The deal is the latest sign that Chinese investors increasingly have been picking up the slack as the U.S. construction and commercial-real-estate industries cool. Overall, construction starts in the U.S. are expected to increase only 1% this year, compared with 11% in 2015, according to a report released last week by construction-data tracking firm Dodge Data & Analytics.

Activity by Chinese and other foreign investors is increasing in a number of major cities including New York, Los Angeles and Chicago, according to Robert Murray, Dodge’s chief economist.

“In a market that has struggled to get going, the increased role played by foreign investment has provided a supportive element,” he said.

Other recent ground-breakings include one last month in Chicago on the 95-story Vista Tower by a venture of Dalian Wanda Group, one of China’s largest developers, and Chicago-based Magellan Development Group. Meanwhile, Shanghai government-owned Greenland Holding Group is developing a $1 billion project in Los Angeles and leading a venture developing thousands of units of housing in Brooklyn, N.Y.

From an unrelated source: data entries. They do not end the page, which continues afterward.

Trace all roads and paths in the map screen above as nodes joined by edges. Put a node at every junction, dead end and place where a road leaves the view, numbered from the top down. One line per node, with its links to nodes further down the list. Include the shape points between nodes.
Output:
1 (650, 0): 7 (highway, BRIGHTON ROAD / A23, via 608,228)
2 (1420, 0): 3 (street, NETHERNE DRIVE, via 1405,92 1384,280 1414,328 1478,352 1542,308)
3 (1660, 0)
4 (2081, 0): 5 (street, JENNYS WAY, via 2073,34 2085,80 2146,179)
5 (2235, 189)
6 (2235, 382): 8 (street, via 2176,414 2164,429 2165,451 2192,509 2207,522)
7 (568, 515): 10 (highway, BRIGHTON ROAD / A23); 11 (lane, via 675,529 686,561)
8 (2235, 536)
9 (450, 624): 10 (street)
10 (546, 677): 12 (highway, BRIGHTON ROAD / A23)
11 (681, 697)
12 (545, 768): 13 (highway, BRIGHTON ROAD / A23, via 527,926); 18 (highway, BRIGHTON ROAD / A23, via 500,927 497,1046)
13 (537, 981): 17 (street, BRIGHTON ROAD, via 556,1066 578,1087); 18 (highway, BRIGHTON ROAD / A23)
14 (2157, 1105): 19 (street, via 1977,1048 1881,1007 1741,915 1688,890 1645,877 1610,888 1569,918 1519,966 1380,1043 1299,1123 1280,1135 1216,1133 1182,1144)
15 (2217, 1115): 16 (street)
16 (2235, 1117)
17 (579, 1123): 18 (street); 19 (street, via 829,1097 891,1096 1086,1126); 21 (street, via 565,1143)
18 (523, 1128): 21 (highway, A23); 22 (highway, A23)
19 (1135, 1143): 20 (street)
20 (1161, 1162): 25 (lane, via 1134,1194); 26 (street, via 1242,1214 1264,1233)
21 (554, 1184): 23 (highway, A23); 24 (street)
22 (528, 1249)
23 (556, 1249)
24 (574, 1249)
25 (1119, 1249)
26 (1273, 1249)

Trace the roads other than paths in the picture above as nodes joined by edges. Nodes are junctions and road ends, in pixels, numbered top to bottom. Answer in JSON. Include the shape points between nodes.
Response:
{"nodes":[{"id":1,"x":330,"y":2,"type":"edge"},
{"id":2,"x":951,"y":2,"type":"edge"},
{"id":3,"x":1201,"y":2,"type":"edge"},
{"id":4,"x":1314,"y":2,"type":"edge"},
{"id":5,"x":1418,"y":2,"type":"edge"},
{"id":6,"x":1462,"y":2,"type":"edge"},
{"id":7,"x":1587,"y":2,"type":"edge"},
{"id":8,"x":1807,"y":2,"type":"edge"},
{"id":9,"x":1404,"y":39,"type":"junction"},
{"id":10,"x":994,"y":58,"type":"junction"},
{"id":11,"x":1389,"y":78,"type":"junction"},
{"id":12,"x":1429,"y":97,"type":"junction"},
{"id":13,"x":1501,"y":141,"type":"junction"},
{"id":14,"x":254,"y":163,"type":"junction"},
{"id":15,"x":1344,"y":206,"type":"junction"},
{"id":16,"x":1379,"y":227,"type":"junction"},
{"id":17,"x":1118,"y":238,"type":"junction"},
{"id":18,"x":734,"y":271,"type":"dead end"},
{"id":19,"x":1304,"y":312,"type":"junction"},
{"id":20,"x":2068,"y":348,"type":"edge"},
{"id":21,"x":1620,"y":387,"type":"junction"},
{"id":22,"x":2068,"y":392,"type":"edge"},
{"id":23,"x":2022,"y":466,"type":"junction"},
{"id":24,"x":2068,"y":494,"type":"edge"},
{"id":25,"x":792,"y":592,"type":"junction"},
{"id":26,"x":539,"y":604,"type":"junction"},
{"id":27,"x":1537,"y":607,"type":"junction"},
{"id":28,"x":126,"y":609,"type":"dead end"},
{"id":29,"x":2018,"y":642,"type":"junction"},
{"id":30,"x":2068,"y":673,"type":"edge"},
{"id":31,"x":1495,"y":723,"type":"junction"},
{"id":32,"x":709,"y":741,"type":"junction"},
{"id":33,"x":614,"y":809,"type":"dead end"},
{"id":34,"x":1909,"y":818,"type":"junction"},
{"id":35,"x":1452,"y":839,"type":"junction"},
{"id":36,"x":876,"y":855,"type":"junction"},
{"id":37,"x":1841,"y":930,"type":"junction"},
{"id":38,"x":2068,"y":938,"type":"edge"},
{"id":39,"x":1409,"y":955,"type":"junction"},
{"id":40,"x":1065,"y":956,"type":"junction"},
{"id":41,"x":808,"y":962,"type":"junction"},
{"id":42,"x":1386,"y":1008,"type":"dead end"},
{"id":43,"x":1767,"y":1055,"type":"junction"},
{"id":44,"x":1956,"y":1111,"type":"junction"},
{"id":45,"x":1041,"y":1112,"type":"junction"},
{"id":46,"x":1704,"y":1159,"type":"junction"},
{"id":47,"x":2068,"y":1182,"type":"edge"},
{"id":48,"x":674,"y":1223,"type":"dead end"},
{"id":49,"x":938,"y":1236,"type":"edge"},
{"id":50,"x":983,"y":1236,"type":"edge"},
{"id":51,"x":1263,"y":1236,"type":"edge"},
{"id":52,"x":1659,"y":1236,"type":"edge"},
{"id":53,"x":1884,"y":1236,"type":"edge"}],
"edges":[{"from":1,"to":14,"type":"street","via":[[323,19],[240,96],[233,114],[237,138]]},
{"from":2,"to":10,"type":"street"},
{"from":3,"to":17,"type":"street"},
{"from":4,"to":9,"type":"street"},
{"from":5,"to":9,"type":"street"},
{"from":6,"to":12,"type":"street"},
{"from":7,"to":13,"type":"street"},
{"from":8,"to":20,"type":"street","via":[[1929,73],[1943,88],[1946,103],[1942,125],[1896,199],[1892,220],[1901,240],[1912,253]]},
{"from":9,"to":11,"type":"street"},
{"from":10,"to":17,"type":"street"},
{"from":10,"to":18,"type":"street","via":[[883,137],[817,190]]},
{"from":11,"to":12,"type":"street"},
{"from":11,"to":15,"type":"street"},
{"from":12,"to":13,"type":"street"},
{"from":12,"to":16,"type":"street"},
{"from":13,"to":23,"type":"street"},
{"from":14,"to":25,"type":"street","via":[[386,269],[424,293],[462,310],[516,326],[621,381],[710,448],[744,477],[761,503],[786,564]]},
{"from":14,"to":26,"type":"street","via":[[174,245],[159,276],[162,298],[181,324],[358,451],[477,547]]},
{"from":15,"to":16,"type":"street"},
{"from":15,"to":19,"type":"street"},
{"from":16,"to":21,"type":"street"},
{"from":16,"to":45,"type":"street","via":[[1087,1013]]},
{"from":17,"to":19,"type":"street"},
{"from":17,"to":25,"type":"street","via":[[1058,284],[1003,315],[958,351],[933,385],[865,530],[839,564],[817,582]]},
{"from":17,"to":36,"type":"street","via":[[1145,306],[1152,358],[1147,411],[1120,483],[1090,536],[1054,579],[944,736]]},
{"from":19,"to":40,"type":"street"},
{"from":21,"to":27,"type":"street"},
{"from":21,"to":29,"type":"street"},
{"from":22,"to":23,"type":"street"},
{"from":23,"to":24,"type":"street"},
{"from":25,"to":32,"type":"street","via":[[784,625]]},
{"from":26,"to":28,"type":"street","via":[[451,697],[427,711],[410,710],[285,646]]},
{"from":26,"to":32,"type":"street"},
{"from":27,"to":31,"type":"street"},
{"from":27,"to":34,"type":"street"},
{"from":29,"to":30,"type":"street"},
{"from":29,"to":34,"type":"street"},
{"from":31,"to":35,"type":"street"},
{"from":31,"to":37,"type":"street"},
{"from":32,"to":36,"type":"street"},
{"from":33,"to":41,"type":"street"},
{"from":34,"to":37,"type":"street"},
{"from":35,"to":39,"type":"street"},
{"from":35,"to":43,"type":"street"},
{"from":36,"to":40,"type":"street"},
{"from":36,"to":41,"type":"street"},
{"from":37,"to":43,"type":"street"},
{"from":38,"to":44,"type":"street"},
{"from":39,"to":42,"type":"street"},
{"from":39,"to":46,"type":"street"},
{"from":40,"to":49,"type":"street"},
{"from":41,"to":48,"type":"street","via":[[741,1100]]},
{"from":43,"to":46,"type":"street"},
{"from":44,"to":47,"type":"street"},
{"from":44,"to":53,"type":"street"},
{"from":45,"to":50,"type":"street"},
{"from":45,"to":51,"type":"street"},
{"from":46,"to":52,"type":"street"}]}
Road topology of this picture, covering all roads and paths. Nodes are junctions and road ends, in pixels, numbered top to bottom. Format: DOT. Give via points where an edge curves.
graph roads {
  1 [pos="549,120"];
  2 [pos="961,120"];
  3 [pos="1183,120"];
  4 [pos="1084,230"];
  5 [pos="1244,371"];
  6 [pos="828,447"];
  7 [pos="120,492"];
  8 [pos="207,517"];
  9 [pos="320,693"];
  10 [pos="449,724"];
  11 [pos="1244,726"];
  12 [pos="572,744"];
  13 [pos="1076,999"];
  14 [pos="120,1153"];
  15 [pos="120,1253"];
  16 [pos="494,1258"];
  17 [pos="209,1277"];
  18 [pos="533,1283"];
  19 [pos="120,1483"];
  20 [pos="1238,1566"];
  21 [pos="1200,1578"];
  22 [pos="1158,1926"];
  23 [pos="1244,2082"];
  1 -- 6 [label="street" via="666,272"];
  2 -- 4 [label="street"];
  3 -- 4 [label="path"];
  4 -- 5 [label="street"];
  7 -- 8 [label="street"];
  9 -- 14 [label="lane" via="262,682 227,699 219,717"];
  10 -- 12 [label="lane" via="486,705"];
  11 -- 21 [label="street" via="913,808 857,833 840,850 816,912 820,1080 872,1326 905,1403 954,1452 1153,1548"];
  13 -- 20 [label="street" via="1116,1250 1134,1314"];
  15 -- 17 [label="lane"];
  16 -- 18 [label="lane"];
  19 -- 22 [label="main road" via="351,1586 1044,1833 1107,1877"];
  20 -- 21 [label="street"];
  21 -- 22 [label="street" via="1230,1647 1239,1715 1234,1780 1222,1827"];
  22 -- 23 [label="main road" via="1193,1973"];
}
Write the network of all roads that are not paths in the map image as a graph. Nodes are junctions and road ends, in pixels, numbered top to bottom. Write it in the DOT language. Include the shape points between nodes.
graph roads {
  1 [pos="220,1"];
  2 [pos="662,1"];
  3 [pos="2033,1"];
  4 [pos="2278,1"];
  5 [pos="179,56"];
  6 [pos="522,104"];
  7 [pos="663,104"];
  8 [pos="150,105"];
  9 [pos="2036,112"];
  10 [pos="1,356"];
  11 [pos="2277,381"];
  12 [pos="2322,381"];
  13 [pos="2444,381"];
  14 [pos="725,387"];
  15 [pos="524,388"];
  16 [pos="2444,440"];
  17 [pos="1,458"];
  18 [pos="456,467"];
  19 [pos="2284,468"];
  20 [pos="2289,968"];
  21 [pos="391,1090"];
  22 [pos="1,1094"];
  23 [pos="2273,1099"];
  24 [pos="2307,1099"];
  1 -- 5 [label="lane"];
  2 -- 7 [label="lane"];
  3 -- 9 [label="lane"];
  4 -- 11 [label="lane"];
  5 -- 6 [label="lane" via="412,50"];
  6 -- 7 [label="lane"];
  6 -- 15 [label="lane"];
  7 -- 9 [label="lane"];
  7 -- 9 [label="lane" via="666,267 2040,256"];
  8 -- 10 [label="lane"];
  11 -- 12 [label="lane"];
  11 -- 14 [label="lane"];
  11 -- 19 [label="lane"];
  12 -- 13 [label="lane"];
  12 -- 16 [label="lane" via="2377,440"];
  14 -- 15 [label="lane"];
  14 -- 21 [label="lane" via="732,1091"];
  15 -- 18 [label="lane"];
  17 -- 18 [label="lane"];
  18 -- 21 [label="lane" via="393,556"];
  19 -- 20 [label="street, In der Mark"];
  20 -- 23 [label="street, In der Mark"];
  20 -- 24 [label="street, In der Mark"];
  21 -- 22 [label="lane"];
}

Chinese investors have become more active buyers at a time when the commercial-real-estate sales market has been losing steam. They purchased or signed contracts to buy $12.6 billion of U.S. property in the first three quarters of this year, more than double the commitments for the same period in 2015, according to data firm Real Capital Analytics. In the same nine months overall investment declined 9.1% to $343.1 billion, Real Capital said.

Oceanwide launched its U.S. strategy in 2013 because it had a large amount of available cash, liked the market timing and found strong support among Los Angeles government officials, Mr. Feng said. The company continues to look for new investments in the U.S. and plans to spend about $10 billion here eventually, he said.

Park Hyatt, which is Hyatt’s top-tier luxury brand, has been looking for a Los Angeles location for more than a decade, according to David Tarr, a senior vice president with the company. He said it chose the Oceanwide site partly because of downtown Los Angeles’new residential, retail and entertainment hotspots, like L.A. Live.

“A decade ago downtown L.A. probably wouldn’t have fit the bill” for a new Park Hyatt, Mr. Tarr said. “Today it absolutely does.”